The other chemical is lupeol, which is found in plants such as mango and dandelion root. While it has been tested as an anticancer agent, it was not suspected of having contraceptive properties.

"Because these two plant compounds block fertilization at very, very low concentrations," said Polina Lishko, an assistant professor of molecular and cell biology, who led the team that discovered the anti-fertility properties of the two chemicals.

"They could be a new generation of emergency contraceptive we nicknamed 'molecular condoms.' If one can use a plant-derived, non-toxic, non-hormonal compound in lesser concentration to prevent fertilization in the first place, it could potentially be a better option."

"The massive influx of calcium into the sperm tail changes the sperm tail's beating pattern, making it highly asymmetrical," said Nadja Mannowetz, first author on the study. "This asymmetrical bending gives the sperm cell enough force to drill through the tenacious egg vestment."

Last year, Lishko, Mannowetz and and former postdoctoral fellow Melissa Miller found that the hormone progesterone is key to opening the calcium channel and triggering tail whipping.
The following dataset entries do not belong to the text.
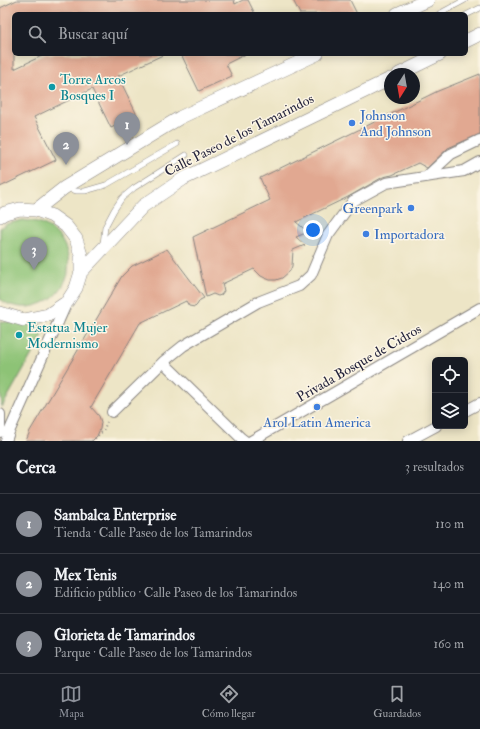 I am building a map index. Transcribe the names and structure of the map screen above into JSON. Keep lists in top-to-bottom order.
{
  "streets": {
    "street": ["Calle Paseo de los Tamarindos", "Privada Bosque de Cidros"]
  },
  "places": [
    "Torre Arcos Bosques I",
    "Johnson And Johnson",
    "Greenpark",
    "Importadora",
    "Estatua Mujer Modernismo",
    "Arol Latin America"
  ],
  "north": "bottom",
  "page": {
    "search": "Buscar aquí",
    "pins": ["1", "2", "3"],
    "heading": ["Cerca", "3 resultados"],
    "list": [
      {
        "mark": "1",
        "name": "Sambalca Enterprise",
        "note": "Tienda · Calle Paseo de los Tamarindos",
        "value": "110 m"
      },
      {
        "mark": "2",
        "name": "Mex Tenis",
        "note": "Edificio público · Calle Paseo de los Tamarindos",
        "value": "140 m"
      },
      {
        "mark": "3",
        "name": "Glorieta de Tamarindos",
        "note": "Parque · Calle Paseo de los Tamarindos",
        "value": "160 m"
      }
    ],
    "nav": ["Mapa", "Cómo llegar", "Guardados"]
  }
} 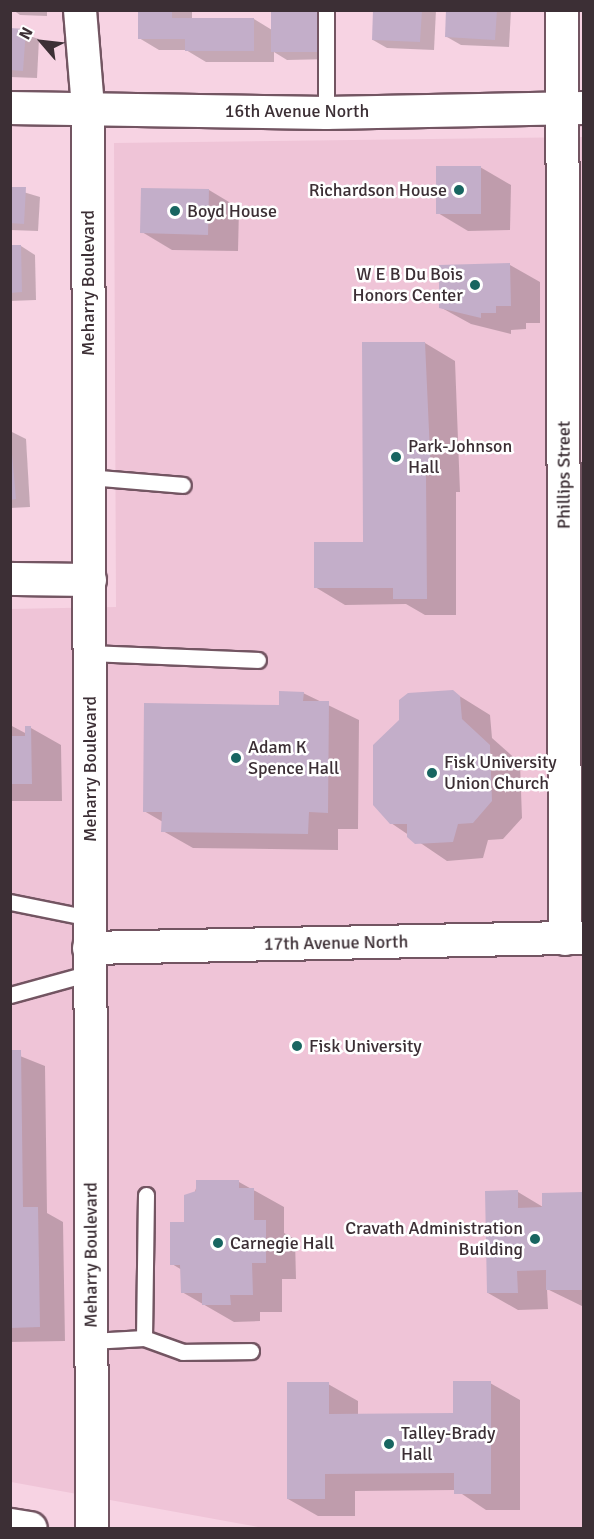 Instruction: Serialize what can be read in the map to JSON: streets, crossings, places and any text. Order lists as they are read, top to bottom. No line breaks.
{"streets":{"street":["16th Avenue North","Meharry Boulevard","Phillips Street","17th Avenue North"]},"crossings":[["16th Avenue North","Meharry Boulevard"],["16th Avenue North","Phillips Street"],["Meharry Boulevard","17th Avenue North"],["Phillips Street","17th Avenue North"]],"places":["Richardson House","Boyd House","W E B Du Bois Honors Center","Park-Johnson Hall","Adam K Spence Hall","Fisk University Union Church","Fisk University","Cravath Administration Building","Carnegie Hall","Talley-Brady Hall"],"north":"top left"} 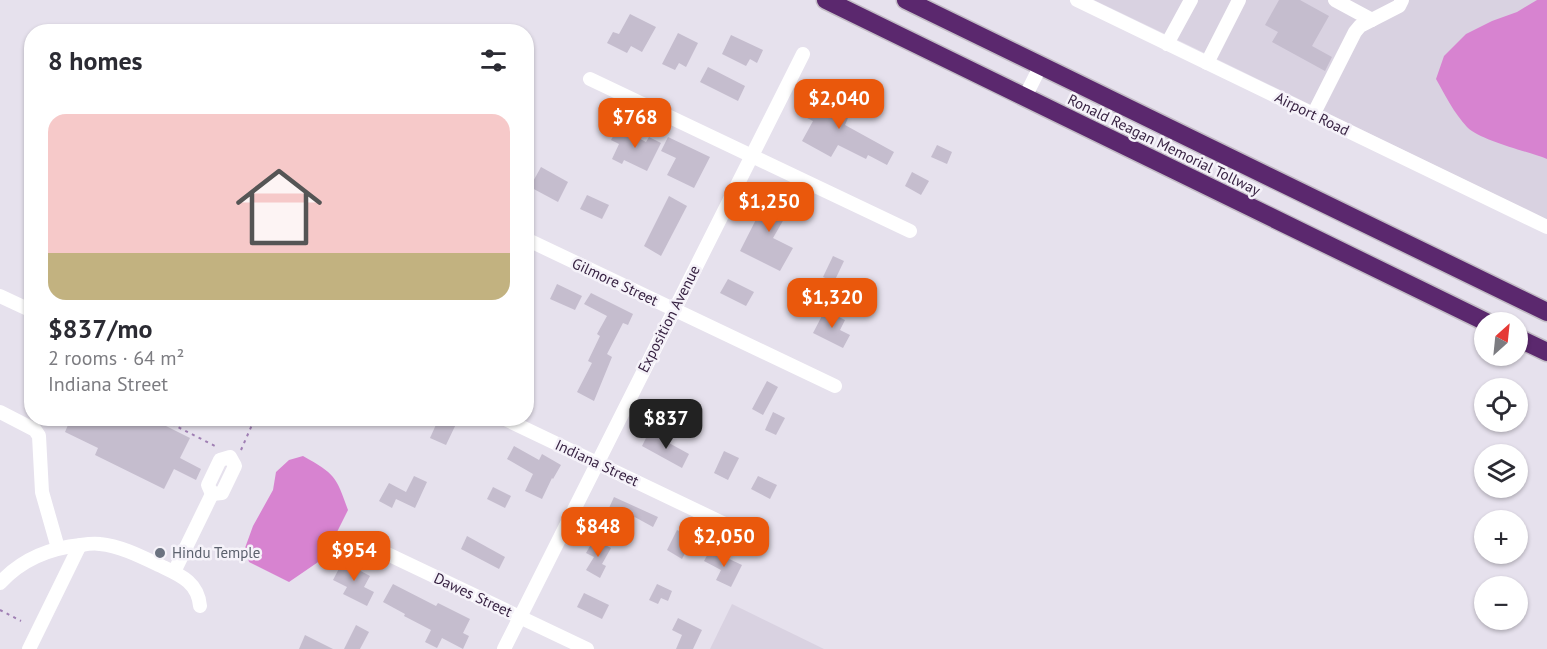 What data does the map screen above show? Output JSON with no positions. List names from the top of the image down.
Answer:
{
  "streets": {
    "highway": ["Ronald Reagan Memorial Tollway"],
    "street": [
      "Airport Road",
      "Gilmore Street",
      "Exposition Avenue",
      "Indiana Street",
      "Dawes Street"
    ]
  },
  "crossings": [
    ["Gilmore Street", "Exposition Avenue"],
    ["Exposition Avenue", "Indiana Street"],
    ["Exposition Avenue", "Dawes Street"]
  ],
  "places": ["Hindu Temple"],
  "north": "top right",
  "page": {
    "heading": "8 homes",
    "price": [
      "$2,040",
      "$768",
      "$1,250",
      "$1,320",
      "$837",
      "$848",
      "$2,050",
      "$954"
    ],
    "list": [
      {
        "name": "$837/mo",
        "note": "2 rooms · 64 m² · Indiana Street"
      }
    ],
    "map_buttons": ["+", "−"]
  }
}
The hormone binds to a protein called ABHD2, which in turn opens the channel. They began a search for other chemicals that would bind to ABHD2, either opening the channel, like progesterone, or blocking the channel.

In the new study, Mannowetz tested three other hormones: testosterone, estrogen and cortisol, a stress hormone. All three competed with progesterone and blocked tail whipping, though only testosterone and cortisol were effective at levels typical of the hormones' levels in the body. This suggests, she said, that stress and high testosterone levels in women decrease fertility in part by preventing sperm from penetrating the egg.

They also found a second hormone that triggers tail whipping: a steroid structurally similar to progesterone called pregnenolone sulfate.

Mannowetz found that both pristimerin and lupeol blocked progesterone binding to ADHD2, preventing sperm's power kick. "These compounds not only blocked calcium channel activation, but also blocked sperm hyperactivated motility, reducing their activity to the level of nonactivated sperm cells," Lishko was quoted as saying in a news release.

"It doesn't kill sperm basal motility. It is not toxic to sperm cells; they still can move. But they cannot develop this powerful stroke, because this whole activation pathway is shut down."